**WORK INSTRUCTION**
Your task is to filter the entries and copy every line containing the string "stroke".

Saved data entries:
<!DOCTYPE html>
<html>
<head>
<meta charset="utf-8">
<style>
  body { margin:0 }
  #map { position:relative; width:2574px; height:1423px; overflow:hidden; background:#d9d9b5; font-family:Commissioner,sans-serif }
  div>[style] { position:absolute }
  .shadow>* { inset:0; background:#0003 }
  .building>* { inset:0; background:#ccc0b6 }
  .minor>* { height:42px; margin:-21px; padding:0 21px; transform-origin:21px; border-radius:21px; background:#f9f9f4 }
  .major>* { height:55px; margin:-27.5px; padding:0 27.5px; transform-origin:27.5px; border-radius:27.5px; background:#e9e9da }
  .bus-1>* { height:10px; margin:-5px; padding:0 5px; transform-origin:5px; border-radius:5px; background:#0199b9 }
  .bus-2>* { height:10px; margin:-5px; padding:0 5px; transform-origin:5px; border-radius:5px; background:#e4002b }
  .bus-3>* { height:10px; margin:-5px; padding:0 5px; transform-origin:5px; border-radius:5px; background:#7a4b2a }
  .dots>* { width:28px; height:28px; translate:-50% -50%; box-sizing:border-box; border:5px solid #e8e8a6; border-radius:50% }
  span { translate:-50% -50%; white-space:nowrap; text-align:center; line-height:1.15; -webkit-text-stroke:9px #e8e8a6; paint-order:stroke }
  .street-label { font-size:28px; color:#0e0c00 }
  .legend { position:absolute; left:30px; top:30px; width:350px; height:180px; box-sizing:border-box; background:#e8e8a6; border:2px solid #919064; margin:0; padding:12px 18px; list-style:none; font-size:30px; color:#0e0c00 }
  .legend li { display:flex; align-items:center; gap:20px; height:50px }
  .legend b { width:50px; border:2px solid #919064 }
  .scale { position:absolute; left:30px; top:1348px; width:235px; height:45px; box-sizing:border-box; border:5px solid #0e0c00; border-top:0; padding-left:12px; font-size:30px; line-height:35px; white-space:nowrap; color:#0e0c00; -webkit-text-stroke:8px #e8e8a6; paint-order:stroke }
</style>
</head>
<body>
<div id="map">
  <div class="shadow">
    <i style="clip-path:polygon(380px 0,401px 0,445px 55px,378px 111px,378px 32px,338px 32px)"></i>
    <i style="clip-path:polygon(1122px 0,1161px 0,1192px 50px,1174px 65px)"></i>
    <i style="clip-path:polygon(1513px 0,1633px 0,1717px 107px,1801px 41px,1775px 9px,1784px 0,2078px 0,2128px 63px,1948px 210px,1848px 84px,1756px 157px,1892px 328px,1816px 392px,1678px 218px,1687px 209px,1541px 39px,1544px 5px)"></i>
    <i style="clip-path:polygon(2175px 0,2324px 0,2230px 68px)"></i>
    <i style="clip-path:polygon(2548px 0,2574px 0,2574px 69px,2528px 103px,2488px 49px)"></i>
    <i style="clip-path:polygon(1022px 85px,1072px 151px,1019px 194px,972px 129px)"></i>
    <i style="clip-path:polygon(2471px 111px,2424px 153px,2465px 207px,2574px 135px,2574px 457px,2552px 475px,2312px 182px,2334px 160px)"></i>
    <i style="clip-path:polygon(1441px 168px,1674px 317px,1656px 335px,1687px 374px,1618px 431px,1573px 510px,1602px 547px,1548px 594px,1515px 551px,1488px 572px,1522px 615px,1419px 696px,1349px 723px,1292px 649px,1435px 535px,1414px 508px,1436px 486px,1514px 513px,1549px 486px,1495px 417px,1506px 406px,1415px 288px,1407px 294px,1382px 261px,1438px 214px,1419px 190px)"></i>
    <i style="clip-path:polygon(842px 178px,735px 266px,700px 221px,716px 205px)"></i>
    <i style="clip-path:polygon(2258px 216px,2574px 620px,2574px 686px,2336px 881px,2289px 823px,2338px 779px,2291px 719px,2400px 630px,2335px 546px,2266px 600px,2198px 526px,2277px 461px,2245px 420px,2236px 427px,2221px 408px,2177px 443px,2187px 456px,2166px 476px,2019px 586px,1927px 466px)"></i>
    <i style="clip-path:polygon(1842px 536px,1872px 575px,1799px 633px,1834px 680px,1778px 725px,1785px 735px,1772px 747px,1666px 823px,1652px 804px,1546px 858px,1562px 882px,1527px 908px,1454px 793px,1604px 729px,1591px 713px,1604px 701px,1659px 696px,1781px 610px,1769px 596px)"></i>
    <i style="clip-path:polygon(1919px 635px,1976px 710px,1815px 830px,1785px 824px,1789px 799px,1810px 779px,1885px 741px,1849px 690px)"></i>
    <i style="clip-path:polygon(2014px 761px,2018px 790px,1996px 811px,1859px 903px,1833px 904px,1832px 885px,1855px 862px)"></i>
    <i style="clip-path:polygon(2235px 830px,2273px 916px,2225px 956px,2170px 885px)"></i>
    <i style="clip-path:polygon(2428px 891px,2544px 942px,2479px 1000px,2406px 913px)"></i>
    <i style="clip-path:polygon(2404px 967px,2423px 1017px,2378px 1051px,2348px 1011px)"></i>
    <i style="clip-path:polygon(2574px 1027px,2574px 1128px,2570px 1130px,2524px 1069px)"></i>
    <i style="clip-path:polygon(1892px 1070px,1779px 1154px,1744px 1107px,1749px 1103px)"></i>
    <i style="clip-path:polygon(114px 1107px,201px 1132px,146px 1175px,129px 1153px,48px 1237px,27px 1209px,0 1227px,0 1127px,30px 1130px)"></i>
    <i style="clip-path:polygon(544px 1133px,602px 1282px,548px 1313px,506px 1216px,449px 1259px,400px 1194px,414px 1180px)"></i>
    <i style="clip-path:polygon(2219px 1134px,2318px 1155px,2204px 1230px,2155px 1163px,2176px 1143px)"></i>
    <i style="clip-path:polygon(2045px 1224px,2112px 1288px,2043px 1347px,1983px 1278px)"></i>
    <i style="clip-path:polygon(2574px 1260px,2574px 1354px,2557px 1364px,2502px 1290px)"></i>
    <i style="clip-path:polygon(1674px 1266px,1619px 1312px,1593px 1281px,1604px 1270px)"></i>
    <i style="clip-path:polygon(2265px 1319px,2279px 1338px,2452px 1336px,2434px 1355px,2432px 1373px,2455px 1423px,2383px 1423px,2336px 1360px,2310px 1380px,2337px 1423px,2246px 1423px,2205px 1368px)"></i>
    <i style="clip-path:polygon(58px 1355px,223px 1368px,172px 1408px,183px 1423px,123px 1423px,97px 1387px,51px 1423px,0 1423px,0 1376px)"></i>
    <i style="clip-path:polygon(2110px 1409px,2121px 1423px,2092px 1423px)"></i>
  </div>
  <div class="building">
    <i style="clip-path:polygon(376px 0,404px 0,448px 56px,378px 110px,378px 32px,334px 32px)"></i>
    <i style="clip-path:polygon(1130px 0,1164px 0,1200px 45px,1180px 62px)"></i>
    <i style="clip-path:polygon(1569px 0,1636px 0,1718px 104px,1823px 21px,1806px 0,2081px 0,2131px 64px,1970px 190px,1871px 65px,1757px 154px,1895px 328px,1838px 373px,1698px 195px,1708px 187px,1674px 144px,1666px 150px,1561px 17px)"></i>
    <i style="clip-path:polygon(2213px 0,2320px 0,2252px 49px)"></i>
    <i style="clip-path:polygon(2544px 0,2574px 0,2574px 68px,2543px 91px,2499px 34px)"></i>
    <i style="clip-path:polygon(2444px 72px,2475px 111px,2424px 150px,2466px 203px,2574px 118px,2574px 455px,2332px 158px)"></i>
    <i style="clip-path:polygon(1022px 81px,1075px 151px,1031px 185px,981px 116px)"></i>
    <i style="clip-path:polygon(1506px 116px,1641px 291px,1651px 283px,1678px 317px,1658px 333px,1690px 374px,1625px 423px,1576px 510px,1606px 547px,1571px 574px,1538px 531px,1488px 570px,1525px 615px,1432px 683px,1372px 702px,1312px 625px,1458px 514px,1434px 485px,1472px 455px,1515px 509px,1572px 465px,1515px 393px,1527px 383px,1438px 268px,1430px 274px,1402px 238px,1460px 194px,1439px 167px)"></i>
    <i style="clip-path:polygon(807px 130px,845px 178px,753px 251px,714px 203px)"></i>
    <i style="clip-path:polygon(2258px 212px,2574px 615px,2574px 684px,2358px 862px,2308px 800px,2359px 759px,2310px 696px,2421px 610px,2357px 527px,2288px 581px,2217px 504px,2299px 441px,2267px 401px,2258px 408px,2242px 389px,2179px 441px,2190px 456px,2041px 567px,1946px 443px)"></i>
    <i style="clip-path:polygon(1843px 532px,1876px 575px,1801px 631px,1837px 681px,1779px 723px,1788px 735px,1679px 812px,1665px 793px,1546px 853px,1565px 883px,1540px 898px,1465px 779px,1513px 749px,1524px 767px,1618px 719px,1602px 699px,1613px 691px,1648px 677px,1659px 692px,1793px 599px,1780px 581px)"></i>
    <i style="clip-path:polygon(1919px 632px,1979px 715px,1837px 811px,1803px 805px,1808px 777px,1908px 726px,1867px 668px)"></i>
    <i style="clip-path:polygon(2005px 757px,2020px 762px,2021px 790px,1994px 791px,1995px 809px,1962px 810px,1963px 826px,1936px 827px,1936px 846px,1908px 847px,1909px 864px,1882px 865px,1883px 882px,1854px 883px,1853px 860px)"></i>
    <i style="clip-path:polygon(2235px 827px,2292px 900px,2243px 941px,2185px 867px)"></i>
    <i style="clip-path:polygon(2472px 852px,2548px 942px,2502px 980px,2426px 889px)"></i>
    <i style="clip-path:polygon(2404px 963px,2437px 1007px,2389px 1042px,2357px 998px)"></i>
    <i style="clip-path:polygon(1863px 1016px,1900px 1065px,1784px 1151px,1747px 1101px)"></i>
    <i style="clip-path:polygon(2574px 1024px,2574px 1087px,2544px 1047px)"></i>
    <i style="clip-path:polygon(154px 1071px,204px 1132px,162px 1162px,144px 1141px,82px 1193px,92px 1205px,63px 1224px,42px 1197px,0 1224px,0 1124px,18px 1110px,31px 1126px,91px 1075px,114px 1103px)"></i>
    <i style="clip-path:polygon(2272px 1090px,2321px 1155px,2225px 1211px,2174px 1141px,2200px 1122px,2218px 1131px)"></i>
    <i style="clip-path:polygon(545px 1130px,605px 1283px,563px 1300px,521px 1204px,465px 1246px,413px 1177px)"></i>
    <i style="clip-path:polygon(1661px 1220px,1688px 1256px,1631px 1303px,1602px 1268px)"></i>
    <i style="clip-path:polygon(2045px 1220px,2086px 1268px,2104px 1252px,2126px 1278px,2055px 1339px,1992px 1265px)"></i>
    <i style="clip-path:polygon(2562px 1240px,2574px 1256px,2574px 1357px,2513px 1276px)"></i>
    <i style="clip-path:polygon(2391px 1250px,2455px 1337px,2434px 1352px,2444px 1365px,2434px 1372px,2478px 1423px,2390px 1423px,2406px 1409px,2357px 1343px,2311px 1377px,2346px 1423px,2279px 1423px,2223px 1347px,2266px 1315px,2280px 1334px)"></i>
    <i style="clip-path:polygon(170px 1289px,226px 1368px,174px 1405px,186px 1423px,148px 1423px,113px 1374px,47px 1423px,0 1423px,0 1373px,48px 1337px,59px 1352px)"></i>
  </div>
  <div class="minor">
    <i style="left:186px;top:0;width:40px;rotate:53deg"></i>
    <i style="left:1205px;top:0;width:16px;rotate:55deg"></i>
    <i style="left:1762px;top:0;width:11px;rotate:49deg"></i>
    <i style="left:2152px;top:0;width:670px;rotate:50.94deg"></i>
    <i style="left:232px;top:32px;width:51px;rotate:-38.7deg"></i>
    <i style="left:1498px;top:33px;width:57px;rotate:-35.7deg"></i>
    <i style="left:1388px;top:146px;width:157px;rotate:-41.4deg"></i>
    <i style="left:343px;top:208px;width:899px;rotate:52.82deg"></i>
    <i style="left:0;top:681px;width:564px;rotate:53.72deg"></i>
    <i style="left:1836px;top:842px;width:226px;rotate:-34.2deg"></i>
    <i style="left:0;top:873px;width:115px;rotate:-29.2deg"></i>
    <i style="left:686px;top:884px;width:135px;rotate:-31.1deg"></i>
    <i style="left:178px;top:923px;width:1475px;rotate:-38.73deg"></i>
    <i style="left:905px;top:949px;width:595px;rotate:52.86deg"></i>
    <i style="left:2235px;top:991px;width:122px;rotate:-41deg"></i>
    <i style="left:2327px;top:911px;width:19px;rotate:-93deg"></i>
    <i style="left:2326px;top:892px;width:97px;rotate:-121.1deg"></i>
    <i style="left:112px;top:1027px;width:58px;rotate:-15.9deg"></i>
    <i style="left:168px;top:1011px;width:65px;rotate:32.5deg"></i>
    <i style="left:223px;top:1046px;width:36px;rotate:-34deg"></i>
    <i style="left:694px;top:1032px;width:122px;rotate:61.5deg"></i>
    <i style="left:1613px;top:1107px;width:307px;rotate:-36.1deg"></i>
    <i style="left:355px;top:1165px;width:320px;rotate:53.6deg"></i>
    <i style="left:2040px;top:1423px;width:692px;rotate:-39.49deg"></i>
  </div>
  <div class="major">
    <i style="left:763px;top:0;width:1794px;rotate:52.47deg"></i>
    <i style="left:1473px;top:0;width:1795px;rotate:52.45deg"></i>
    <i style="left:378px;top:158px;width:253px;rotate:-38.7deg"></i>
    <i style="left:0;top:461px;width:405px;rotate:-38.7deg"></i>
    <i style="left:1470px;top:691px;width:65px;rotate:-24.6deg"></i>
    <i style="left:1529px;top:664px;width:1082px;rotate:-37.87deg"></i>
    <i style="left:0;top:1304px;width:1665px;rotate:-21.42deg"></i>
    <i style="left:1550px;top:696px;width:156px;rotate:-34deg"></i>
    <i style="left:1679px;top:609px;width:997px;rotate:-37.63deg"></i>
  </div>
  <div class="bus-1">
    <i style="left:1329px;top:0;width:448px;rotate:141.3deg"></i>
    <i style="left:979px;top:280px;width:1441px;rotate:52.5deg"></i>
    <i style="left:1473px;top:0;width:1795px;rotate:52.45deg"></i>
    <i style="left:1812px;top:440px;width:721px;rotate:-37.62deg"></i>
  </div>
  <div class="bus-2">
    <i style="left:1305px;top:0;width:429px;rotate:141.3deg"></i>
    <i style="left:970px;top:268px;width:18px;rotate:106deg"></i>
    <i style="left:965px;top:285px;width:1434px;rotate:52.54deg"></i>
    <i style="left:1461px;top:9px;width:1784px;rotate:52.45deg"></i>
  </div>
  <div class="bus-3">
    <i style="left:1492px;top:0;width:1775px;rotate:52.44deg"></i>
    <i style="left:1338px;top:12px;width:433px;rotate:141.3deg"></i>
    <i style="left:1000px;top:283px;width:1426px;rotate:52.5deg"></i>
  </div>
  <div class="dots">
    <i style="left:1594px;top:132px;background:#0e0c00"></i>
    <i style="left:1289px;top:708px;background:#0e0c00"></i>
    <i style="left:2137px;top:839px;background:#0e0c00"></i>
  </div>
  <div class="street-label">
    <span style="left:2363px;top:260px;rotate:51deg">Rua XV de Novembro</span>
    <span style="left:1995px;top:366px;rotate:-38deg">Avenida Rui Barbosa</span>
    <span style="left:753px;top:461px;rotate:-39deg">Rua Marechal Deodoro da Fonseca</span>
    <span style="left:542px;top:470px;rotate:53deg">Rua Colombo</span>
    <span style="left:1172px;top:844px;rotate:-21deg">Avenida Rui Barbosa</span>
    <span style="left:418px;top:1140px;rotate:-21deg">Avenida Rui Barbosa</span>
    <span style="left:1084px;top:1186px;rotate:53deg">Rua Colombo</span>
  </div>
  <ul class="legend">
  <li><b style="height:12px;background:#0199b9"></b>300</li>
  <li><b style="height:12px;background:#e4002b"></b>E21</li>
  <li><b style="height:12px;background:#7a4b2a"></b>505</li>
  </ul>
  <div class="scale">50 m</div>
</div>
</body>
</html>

**WRITTEN SOLUTION**
  span { translate:-50% -50%; white-space:nowrap; text-align:center; line-height:1.15; -webkit-text-stroke:9px #e8e8a6; paint-order:stroke }
  .scale { position:absolute; left:30px; top:1348px; width:235px; height:45px; box-sizing:border-box; border:5px solid #0e0c00; border-top:0; padding-left:12px; font-size:30px; line-height:35px; white-space:nowrap; color:#0e0c00; -webkit-text-stroke:8px #e8e8a6; paint-order:stroke }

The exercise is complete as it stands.